(Stored data)
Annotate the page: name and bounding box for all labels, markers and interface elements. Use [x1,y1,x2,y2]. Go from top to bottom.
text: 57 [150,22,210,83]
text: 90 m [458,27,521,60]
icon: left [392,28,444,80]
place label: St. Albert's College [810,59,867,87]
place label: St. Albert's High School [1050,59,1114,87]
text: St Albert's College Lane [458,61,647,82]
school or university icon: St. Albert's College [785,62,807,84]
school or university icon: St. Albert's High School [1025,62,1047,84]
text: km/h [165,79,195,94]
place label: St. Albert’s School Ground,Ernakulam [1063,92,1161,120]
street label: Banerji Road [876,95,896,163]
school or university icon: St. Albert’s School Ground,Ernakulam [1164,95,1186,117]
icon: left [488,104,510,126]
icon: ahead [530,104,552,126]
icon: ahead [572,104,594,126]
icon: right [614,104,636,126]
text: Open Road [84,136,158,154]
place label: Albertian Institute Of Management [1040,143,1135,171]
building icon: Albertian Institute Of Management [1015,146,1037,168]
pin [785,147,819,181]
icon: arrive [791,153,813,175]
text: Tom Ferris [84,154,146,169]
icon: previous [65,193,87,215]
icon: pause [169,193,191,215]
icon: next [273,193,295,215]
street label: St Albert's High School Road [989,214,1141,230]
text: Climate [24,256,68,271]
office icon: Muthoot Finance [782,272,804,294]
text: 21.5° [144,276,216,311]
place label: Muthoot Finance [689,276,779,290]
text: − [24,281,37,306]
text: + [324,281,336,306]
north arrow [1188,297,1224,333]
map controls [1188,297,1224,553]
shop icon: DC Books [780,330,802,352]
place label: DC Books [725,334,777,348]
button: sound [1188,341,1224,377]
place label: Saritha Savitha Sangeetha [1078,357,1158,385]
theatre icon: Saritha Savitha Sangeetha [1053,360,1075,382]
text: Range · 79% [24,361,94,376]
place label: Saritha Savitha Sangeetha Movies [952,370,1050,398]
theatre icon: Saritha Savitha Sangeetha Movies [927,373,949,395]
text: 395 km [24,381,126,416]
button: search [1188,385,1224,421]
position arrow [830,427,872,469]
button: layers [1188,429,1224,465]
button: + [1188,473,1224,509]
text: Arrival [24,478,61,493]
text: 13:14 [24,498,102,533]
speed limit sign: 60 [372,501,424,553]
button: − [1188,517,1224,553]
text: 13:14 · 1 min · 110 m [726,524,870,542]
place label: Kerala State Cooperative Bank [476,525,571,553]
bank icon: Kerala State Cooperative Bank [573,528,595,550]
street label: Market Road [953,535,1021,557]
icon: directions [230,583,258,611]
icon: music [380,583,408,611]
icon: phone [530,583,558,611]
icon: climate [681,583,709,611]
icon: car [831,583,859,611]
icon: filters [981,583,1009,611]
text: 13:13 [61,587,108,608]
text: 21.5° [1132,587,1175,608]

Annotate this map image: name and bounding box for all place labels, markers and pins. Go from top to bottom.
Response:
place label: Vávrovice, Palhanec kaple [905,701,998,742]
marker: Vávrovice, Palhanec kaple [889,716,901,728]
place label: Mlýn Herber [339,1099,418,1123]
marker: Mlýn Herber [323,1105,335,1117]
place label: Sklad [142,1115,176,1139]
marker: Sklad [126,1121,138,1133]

About this task:
Set down exactly what runs from the line with "Annotate this map" to the last line of the data above, including both of those lines and no others.

Output of the task:
Annotate this map image: name and bounding box for all place labels, markers and pins. Go from top to bottom.
Response:
place label: Vávrovice, Palhanec kaple [905,701,998,742]
marker: Vávrovice, Palhanec kaple [889,716,901,728]
place label: Mlýn Herber [339,1099,418,1123]
marker: Mlýn Herber [323,1105,335,1117]
place label: Sklad [142,1115,176,1139]
marker: Sklad [126,1121,138,1133]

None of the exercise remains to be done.